Casa per tutte e tutti, L38Squat non si tocca!
Quando il centro commerciale Maximo ha aperto in pompa magna, non si è risparmiato il clamore su chi si sarebbe ammassato per gli acquisti e le contraddizioni che avrebbe creato con la crisi sanitaria in corso.
Consumata la notizia tutto è tornato nel silenzio.
Cosa accade in un quartiere popolare schiacciato tra due centri commerciali?
Come nel caso di Euroma2, ogni progetto legato al profitto comporta una trasformazione radicale del territorio: si percepisce il problema della mobilità, in una metropoli che deve garantire i flussi di merci e denaro, ma è necessario domandarsi da dove proviene la manodopera sfruttata nei poli di commercio e che vita viene assegnata.
Come Euroma2 anche Maximo è frutto di una generosa concessione dei patrimoni pubblici attraverso quella che hanno chiamata più volte “riqualificazione”.
Con lo sgombero delle persone occupanti dai ponti IX, X, ed XI e la successiva demolizione degli stessi, Ater, Municipio e Regione hanno dimostrato la loro totale sudditanza alla speculazione regalando letteralmente cubature pubbliche (ben tre volte tanto) per realizzare queste cattedrali di cemento private.
In questo caso, ancora una volta, l’Ater propone, con un investimento di 7milioni700mila euro tra fondi europei e della regione Lazio, un progetto di “restaurazione” di V e VI ponte, assegnando alloggi provvisori e poi definitivi a 53 nuclei censiti tra gli attuali abitanti delle due strutture.
Esclusione ed inclusione vanno di pari passo, altrimenti non esisterebbero neanche nel linguaggio.
Il progetto di riqualificazione in corso riguarda anche lo spazio occupato da L38Squat – ovvero una grande porzione del VI ponte.
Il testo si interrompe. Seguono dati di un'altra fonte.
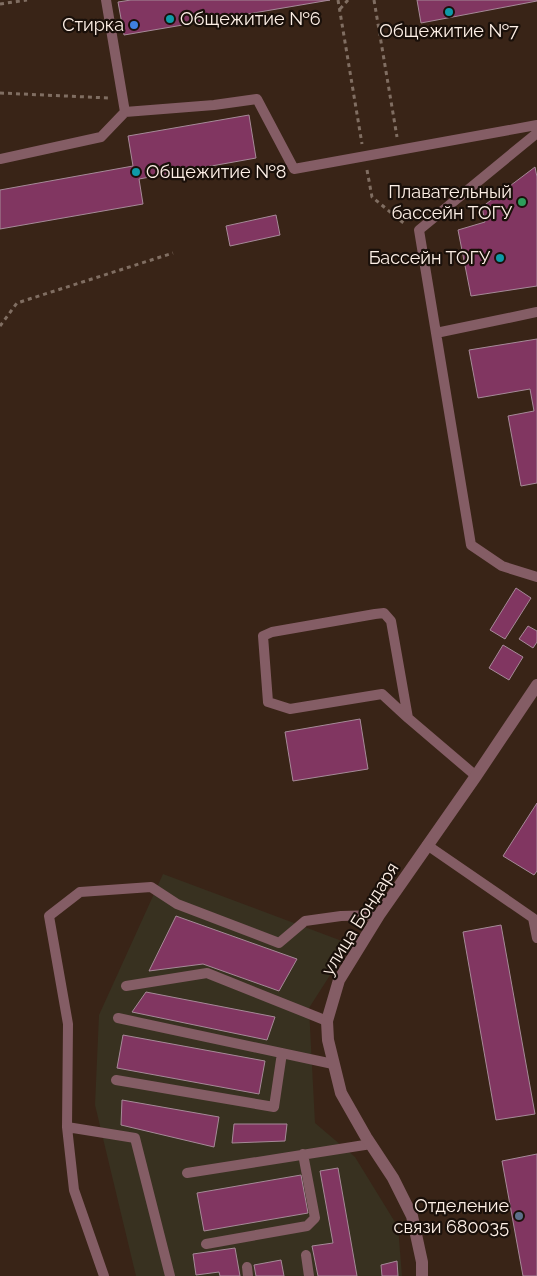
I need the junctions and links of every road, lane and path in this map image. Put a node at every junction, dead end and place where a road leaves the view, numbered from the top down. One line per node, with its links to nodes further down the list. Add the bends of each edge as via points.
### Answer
1 (27, 0): 6 (path)
2 (106, 0): 9 (lane)
3 (338, 0): 7 (path)
4 (348, 0): 7 (path)
5 (374, 0): 13 (path)
6 (0, 4)
7 (340, 9): 14 (path)
8 (0, 93): 9 (path)
9 (123, 98): 10 (lane)
10 (125, 112): 14 (lane, via 257,99 294,169); 15 (lane, via 101,137)
11 (537, 125): 13 (lane)
12 (537, 133): 16 (lane, via 419,230)
13 (399, 150): 14 (lane)
14 (364, 156): 16 (path, via 372,197)
15 (0, 159)
16 (420, 236): 20 (lane)
17 (173, 253): 19 (path, via 17,303)
18 (537, 312): 20 (lane)
19 (0, 326)
20 (436, 333): 21 (lane, via 471,545 502,566)
21 (537, 577)
22 (537, 685): 24 (street, улица Бондаря)
23 (408, 718): 23 (lane, via 382,694 290,709 268,702 263,636 384,613 391,621); 24 (lane)
24 (476, 776): 25 (street, улица Бондаря)
25 (428, 845): 26 (street, улица Бондаря); 27 (lane)
26 (379, 915): 31 (street, улица Бондаря, via 339,980); 35 (lane, via 305,921 279,943 177,904 151,887 80,892 49,916 68,1024)
27 (535, 915): 28 (lane)
28 (537, 938)
29 (126, 986): 31 (lane, via 207,973)
30 (118, 1018): 32 (lane)
31 (327, 1021): 33 (street, улица Бондаря)
32 (282, 1053): 33 (lane); 34 (lane, via 274,1107)
33 (333, 1064): 36 (street, улица Бондаря, via 341,1093)
34 (116, 1080)
35 (67, 1127): 41 (lane, via 74,1190); 42 (lane, via 135,1138)
36 (371, 1144): 37 (lane); 44 (street, улица Бондаря, via 412,1216)
37 (303, 1154): 38 (lane); 39 (lane, via 315,1218 307,1226)
38 (187, 1173)
39 (206, 1244)
40 (306, 1254): 43 (lane)
41 (104, 1276)
42 (170, 1276)
43 (309, 1276)
44 (422, 1276)

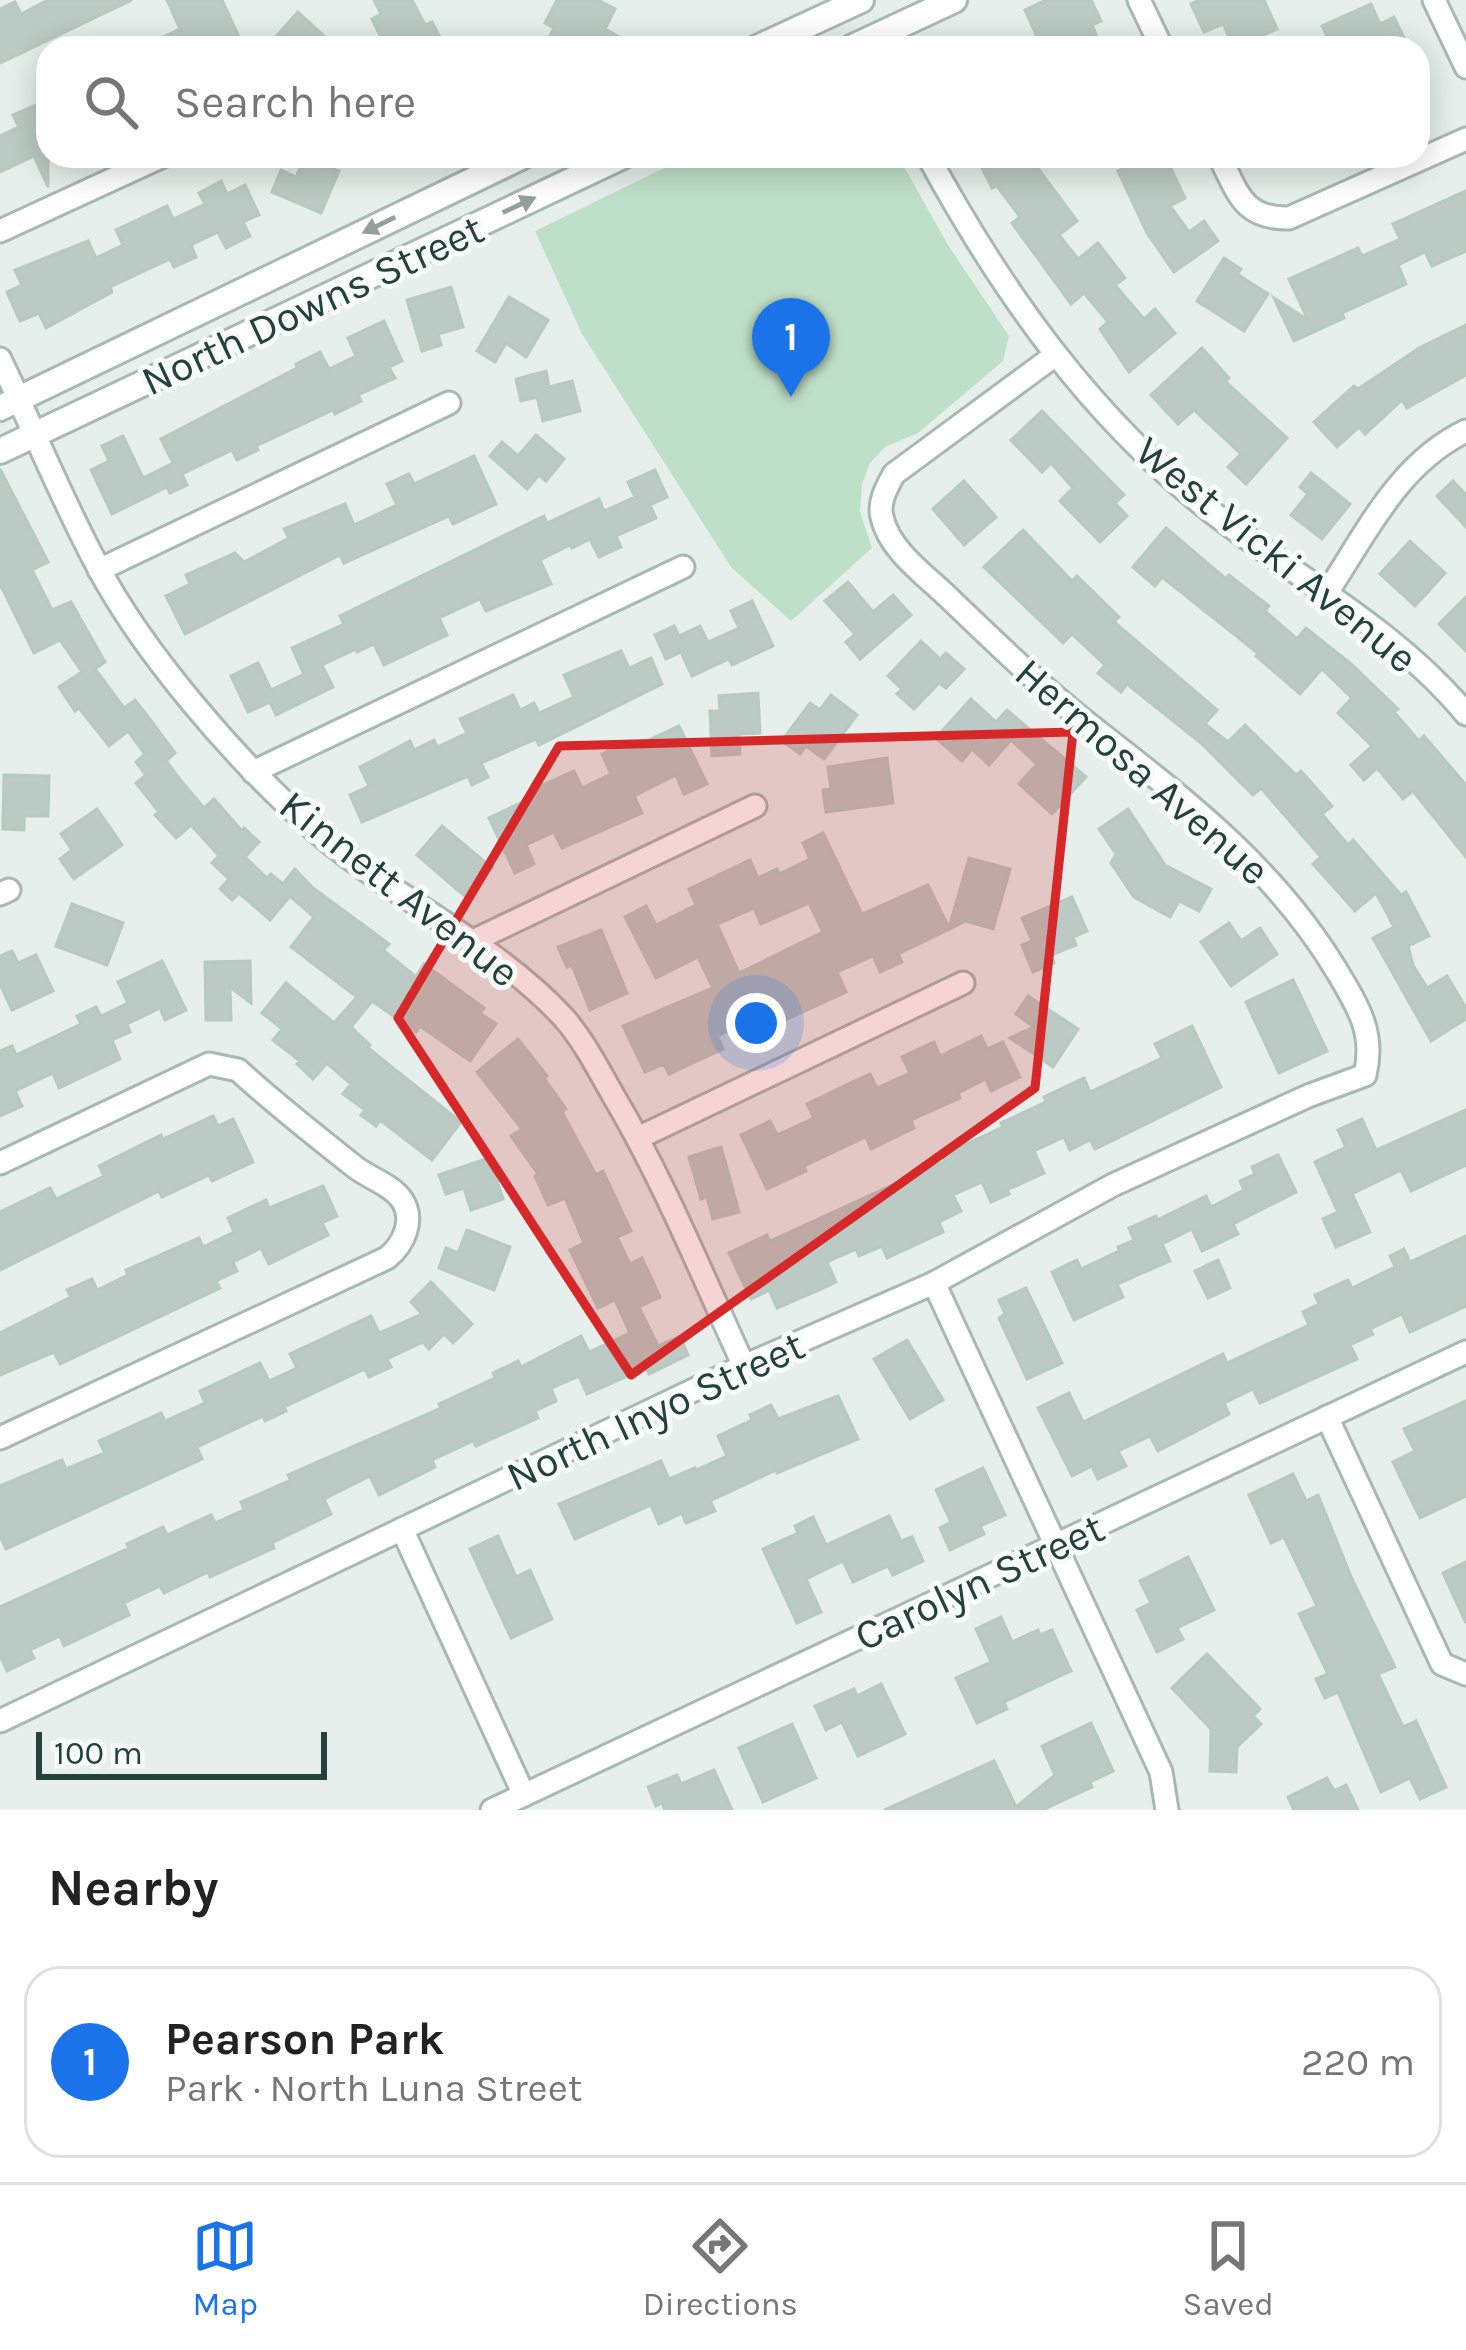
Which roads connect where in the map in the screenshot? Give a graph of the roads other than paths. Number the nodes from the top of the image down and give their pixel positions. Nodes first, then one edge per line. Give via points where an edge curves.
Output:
1 (953, 0) edge
2 (1139, 0) edge
3 (1434, 0) edge
4 (853, 2) edge
5 (782, 36) edge
6 (861, 36) edge
7 (883, 36) edge
8 (1156, 36) edge
9 (1466, 68) edge
10 (1466, 139) edge
11 (1430, 155) edge
12 (137, 168) edge
13 (498, 168) edge
14 (598, 168) edge
15 (935, 168) edge
16 (1226, 168) edge
17 (1401, 168) edge
18 (0, 231) edge
19 (1054, 356) junction
20 (0, 359) edge
21 (449, 403) dead end
22 (9, 404) edge
23 (1466, 431) edge
24 (34, 436) junction
25 (0, 451) edge
26 (683, 568) dead end
27 (99, 570) junction
28 (1328, 591) junction
29 (1466, 714) edge
30 (253, 772) junction
31 (755, 806) dead end
32 (471, 942) junction
33 (963, 983) dead end
34 (1308, 1096) joint
35 (638, 1138) junction
36 (0, 1162) edge
37 (934, 1283) junction
38 (1466, 1352) edge
39 (744, 1366) junction
40 (1328, 1417) junction
41 (0, 1438) edge
42 (402, 1529) junction
43 (1058, 1544) junction
44 (1460, 1671) edge
45 (0, 1721) edge
46 (524, 1795) junction
47 (1163, 1808) edge
48 (492, 1810) edge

Architetti/e varie si sono divertiti/e a chiamare sfacciatamente cohousing, con biblioteca, spazi in comune, studenti e categorie vulnerabili, la cubatura occupata da 31 anni da compagnx per vivere collettivamente, organizzarsi, desiderare, lottare e autogestire.
Per noi che la casa venga assegnata a chi vive in quartiere anche da 30 anni tra muri di gesso e muffa, è assolutamente un processo da affiancare per fare in modo che nessuno resti solo/a. Festeggiamo per ogni CASA assegnata e il sorriso di chi vede la luce in fondo al tunnel ci scalda il cuore. Ovviamente non auguriamo a nessunx un così lungo calvario.
In questi due anni abbiamo visto l’esercito accompagnare la consegna di pacchi alimentari inondando il quartiere di tricolori; famiglie affollate in case misere e sovraesposte al contagio, giovani obbligati a seguire la formazione scolastica da casa senza avere alcuna tecnologia a disposizione, anziani e disabili abbandonati in palazzi senza ascensori, accompagno o servizi di sussidio alcuno… Una lunga lista di atrocità che denunciamo puntualmente da anni, acuite dalla crisi pandemica, che abbiamo conosciuto da un punto di vista privilegiato, quello di chi può affrontare ogni difficoltà con la forza della collettività.
In quei centri commerciali trovano impiego molte persone del quartiere con stipendi da fame e mansioni senza prospettiva, lavori di pulizie notturne o in cooperative che gestiscono la logistica ma il prodotto è solo esclusione e miseria.
Che futuro c’è in una casa assegnata senza soldi per campare?
Che scelta può fare per costruirsi una vita autonoma, se non occupare una casa, chi vive fino all’adolescenza in occupazione per poi vedere una casa assegnata ai propri genitori ormai anziani? In questo paese se non fosse per le occupazioni, le uniche altre forme di spazi socioculturali rimarrebbero le carceri, i manicomi ed i centri di espulsione, questo è il quadro reale della situazione che ci circonda.
In tutto questo L38Squat resta della sua solita posizione: l’occupazione non si tocca, case per tutte e tutti.
Saremo in piazza sabato 29 gennaio, senza ipocrisia, dalla parte di chi lotta senza compromessi contro un sistema mortifero e violento.
Abbiamo troppo da difendere ma non ci vedrete mai strizzare l’occhio al politico di turno per vivere comodi.